Kita bertemu disaat aku duduk diam dibawah bayangan pohon. Berlindung dari teriknya matahari. Kau disana, aku disini. Kau menyapaku, kau mengetuk pintuku.
Ku tertegun dengan keindahanmu. Hadirmu memukau ku.
Siapakah aku, engkau yang terlebih dahulu menyapaku? Siapakah aku, engkau yang menyebut namaku?
Engkau hadir dikala aku merasa begitu sepi. Begitu sepi hingga menyiksaku. Dalam penjara sepi yang mengeringkan tulangku, membekukan darahku… engkau hadir.
Jiwaku penuh dengan lubang. Terbelenggu oleh keakuanku yang dibalut oleh ego yang membusukkan dagingku.

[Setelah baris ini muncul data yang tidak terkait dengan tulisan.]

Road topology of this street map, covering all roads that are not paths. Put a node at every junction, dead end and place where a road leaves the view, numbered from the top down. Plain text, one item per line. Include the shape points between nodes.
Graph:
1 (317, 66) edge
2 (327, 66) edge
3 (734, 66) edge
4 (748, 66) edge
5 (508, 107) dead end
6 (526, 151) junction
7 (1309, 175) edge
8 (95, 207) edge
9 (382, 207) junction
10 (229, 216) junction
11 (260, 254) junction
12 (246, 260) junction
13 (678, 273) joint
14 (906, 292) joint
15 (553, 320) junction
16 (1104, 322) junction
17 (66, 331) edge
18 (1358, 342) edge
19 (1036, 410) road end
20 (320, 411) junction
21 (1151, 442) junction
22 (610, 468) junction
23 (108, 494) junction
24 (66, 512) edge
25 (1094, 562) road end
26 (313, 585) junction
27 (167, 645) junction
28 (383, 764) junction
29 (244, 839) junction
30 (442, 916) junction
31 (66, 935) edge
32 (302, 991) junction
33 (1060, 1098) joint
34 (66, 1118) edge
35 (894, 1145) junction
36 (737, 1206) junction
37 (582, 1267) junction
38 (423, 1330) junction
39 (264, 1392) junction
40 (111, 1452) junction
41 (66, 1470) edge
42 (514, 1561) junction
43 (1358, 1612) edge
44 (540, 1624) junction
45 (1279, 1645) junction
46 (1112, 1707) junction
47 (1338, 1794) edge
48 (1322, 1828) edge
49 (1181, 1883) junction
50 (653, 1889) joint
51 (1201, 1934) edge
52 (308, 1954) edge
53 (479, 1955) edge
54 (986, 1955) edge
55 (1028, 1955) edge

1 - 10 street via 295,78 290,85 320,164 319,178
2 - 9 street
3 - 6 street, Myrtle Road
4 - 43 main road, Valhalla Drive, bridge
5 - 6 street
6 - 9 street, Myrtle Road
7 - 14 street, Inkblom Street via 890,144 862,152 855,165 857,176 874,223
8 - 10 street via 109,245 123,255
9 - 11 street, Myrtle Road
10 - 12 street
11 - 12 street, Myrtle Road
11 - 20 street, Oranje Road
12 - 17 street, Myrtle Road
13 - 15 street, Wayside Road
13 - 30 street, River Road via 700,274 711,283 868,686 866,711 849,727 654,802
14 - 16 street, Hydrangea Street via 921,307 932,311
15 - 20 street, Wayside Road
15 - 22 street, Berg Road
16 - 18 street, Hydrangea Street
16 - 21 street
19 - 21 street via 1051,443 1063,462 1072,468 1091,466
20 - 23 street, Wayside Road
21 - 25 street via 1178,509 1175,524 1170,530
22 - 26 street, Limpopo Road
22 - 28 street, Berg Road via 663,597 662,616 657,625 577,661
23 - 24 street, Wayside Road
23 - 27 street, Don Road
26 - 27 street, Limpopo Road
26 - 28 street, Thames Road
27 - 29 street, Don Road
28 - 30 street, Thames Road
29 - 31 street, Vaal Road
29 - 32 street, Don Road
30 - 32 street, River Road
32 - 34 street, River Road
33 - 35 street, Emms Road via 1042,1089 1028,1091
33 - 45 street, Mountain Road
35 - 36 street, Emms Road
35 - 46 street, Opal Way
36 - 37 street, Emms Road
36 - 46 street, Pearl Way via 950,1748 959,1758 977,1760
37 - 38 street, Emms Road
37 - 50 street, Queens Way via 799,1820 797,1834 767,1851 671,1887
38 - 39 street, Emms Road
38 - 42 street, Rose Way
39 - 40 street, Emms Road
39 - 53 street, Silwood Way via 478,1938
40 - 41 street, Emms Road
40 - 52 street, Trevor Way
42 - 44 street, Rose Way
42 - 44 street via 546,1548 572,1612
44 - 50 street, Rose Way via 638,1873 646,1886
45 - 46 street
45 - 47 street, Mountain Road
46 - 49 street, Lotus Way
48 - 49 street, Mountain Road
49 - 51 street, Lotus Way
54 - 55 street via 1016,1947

Lalu engkau datang, seperti angin yang berhembus. Berhembus meneduhkan jiwa yang kering. Seperti air, engkau menyegarkan jiwa yang haus.
Engkaulah cahaya yang menyapa kesendirianku yang bersembunyi dibalik menara keakuanku. Walau bayanganku menari girang, hatiku berlubang. Engkaulah cahaya yang membukakan mataku bahwa hatiku berlubang. Lubang yang kusembunyikan dibalik bayangan.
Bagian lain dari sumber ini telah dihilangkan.